JE SUIS FALLOUJAH

Je suis Falloujah… Détruite, ruinée, fière et rebelle…
Le démenti de cette arrogante imposture que l’on appelle ‘civilisation’…
J’ai subi l’occupation et le pillage, j’ai été couverte de sang.
Les corps de mes enfants jonchent mes rues…
…sous les yeux du monde entier…
Je suis la bouchée difficile d’un banquet où l’on recherche sa place.
L’auto-défense de l’Orient face à une invasion barbare.
* * *
C’était un jour de fête.
Les affrontements faisaient rage.
J’ai été abattu un vendredi matin à la mosquée.
Je me suis retrouvé agonisant à même le sol.
Ce jour-là, dans la demeure du Créateur, il y avait l’Exterminateur…
Ils étaient venus avec les armes de destruction massive,
Celles-là même qu’ils prétendaient rechercher.
Ils m’ont troué le cerveau à bout portant
Ma tête a éclaté, mon visage s’est fragmenté.
Le mur contre lequel je m’appuyais a viré au rouge;
J’ai été enseveli dans mon propre sang.
* * *
Vous me connaissez…
Je suis celui qui fut exécuté d’une balle dans la tête au Vietnam;
Celui dont on a brisé bras et jambes en Palestine…
Celui aussi qui tira le premier coup de feu à Izmir…
A chaque fois, mon crime était le même:
Défendre mon pays contre l’envahisseur.
Et de là où je gisais dans le sang, je rappelais au monde un serment oublié: celui de la « rébellion ».
* * *
Mais à quoi bon !
Il y avait déjà bien longtemps que mon assassin avait perforé le cerveau du monde…
Un rideau noir était tombé sur les yeux des fils d’Adam…

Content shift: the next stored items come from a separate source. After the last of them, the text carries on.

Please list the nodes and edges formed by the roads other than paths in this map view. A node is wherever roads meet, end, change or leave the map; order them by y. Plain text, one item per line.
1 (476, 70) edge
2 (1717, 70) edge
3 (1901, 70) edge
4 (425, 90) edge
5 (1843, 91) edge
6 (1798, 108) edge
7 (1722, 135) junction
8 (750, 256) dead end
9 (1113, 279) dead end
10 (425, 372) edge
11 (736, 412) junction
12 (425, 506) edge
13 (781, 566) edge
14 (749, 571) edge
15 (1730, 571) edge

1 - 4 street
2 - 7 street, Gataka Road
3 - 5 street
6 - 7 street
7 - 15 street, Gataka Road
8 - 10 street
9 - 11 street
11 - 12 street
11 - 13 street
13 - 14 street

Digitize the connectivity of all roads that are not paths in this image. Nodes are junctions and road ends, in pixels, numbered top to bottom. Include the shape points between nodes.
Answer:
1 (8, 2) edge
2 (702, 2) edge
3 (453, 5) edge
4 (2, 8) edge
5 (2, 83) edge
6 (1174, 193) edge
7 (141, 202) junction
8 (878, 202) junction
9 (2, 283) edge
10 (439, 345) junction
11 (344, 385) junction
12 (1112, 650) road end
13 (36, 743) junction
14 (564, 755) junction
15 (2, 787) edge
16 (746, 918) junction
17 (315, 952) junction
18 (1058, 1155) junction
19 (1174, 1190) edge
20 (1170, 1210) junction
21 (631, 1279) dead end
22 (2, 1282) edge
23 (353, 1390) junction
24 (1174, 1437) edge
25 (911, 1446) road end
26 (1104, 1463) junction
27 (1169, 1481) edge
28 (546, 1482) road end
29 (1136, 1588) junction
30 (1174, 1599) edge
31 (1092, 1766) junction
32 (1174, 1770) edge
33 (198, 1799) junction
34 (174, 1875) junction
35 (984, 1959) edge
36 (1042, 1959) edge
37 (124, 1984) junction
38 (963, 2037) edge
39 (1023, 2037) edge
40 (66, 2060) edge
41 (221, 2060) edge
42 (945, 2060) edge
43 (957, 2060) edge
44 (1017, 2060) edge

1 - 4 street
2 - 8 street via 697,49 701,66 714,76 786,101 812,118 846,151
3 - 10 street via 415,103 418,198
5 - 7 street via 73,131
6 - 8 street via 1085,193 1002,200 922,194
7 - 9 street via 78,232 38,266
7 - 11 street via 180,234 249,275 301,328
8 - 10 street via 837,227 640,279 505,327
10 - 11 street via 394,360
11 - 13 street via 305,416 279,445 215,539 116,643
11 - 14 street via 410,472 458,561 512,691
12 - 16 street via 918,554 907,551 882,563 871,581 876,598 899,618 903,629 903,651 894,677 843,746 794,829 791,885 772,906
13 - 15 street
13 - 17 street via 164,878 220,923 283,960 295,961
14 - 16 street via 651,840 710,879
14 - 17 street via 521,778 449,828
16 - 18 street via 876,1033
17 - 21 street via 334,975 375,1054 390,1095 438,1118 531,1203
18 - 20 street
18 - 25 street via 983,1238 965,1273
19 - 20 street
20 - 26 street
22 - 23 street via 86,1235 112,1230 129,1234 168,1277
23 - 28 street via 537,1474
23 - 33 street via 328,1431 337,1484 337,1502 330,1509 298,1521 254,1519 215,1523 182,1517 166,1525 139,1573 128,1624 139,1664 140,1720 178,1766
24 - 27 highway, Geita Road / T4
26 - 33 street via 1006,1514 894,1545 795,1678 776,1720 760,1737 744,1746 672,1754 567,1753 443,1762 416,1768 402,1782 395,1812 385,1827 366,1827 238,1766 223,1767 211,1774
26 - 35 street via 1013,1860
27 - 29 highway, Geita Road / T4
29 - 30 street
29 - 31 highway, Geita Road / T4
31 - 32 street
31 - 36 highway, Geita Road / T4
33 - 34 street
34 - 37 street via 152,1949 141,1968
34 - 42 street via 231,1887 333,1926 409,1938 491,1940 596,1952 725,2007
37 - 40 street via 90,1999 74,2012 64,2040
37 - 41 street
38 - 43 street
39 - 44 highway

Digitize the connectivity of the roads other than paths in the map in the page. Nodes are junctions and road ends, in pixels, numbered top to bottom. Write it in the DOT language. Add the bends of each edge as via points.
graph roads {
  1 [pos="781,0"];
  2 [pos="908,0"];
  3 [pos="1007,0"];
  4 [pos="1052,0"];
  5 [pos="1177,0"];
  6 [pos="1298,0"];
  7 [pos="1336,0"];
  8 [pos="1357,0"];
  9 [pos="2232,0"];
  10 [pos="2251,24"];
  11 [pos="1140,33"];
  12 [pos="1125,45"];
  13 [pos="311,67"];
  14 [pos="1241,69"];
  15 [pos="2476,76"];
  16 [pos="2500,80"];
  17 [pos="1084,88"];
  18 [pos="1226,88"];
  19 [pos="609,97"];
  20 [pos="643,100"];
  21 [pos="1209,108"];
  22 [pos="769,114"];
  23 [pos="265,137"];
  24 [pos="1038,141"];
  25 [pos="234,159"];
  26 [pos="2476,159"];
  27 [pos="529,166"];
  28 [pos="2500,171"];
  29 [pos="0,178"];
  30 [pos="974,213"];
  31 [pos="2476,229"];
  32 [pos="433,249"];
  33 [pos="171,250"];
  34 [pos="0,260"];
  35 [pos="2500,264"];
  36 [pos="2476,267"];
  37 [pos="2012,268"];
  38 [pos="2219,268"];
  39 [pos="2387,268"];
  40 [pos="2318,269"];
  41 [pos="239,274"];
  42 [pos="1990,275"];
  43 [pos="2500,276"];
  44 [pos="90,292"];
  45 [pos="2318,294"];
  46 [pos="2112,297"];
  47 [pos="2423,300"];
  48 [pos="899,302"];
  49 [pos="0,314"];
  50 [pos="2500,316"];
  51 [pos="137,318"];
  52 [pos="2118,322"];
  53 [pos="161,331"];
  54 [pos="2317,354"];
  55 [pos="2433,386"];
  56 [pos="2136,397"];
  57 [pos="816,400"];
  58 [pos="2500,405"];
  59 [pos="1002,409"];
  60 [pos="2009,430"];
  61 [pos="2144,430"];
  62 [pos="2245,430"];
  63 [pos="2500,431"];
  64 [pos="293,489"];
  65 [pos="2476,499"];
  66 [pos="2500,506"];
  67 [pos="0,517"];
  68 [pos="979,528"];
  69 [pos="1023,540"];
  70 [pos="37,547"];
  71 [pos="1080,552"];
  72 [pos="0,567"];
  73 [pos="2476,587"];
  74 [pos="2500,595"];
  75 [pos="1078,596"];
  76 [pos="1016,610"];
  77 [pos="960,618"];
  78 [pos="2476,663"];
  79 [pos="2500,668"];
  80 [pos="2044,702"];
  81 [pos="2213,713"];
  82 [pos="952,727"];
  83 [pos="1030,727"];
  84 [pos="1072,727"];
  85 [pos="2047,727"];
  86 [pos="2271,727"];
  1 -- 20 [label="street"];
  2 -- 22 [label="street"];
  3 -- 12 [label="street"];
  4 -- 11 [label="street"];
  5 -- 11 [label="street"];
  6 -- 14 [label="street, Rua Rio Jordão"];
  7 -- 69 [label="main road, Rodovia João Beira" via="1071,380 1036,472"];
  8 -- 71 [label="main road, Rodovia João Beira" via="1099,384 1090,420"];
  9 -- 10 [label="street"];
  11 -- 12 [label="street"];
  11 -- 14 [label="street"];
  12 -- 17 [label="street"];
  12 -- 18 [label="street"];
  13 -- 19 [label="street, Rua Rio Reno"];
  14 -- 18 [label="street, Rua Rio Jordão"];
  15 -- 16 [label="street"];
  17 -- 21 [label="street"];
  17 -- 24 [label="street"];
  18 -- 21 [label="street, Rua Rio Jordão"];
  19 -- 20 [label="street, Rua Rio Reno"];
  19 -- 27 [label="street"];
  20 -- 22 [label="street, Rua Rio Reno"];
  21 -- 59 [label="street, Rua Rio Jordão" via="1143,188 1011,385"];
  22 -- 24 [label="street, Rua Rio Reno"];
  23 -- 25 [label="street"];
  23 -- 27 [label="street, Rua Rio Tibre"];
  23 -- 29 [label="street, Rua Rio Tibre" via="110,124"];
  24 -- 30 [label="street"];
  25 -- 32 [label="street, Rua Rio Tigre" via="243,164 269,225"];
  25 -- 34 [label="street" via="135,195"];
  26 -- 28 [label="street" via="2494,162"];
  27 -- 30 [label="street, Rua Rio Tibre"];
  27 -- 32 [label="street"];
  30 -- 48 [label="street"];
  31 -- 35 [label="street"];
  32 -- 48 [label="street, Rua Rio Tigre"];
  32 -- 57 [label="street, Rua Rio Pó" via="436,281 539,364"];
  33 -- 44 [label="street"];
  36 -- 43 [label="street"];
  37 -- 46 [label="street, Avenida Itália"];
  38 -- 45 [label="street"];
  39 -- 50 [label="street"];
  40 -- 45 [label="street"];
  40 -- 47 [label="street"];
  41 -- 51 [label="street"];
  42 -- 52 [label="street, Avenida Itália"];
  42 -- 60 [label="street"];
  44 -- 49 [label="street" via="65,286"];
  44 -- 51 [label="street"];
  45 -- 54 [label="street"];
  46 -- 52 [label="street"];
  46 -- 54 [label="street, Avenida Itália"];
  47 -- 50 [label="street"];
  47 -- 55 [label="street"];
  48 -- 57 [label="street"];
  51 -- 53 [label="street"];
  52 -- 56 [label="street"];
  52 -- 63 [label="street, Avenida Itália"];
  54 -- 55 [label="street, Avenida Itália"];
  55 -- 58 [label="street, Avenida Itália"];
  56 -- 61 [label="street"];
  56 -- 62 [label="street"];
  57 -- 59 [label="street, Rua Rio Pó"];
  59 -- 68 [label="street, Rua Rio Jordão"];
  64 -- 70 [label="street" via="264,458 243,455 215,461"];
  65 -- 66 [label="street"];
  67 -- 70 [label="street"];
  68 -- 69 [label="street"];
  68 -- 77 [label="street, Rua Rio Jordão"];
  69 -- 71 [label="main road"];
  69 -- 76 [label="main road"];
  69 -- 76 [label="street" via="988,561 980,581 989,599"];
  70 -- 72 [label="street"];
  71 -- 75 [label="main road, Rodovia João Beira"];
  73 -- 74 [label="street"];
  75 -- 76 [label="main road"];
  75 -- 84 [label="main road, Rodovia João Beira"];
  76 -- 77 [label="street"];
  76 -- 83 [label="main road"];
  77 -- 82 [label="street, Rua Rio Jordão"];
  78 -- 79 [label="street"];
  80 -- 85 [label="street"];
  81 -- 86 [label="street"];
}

On ne voit pas, on n’entend pas, on ne parle pas.
On observe un silence duplice…
Avec l’appétit des hyènes qui guettent les restes d’une proie déchiquetée par le lion…
… On se tait au prix de la complicité…
* * *
Maintenant, ils vont te débiter des mensonges…
Ils te diront « Nous leur avons apporté la liberté. Pour cela, nous devions tuer ».
Je n’ai que mon visage pour les affronter.
Que ce visage éclaté, criblé et ensanglanté soit le phare des yeux atteints de cécité…
Inscrivez le nom ‘Falloujah’ dans le livre de la tyrannie.
Et ne l’oubliez jamais.
Car je reviendrai un jour telle la souffrance de l’opprimé.
Avec des révoltes et des caisses en bois… voire, avec des ceintures explosives ou des camions chargés de munitions…
Vous les entendrez à nouveau me traiter de « terroriste » dans leurs gros titres
Et à nouveau, vous bénirez les grands et maudirez les petits.
Dans ce tribunal miséreux où le coupable sera le procureur et l’opprimé, l’accusé,
Vous évoluerez pas à pas vers le fascisme.
Votre mutisme vous coûtera cher…
Un jour vous le regretterez.
Ce jour-là, rappelez-vous de moi :
Je suis Falloujah.
La nécropole du XXIe siècle,
La dernière forteresse de l’humanité.

Can Dündar
Journaliste au quotidien turc Milliyet.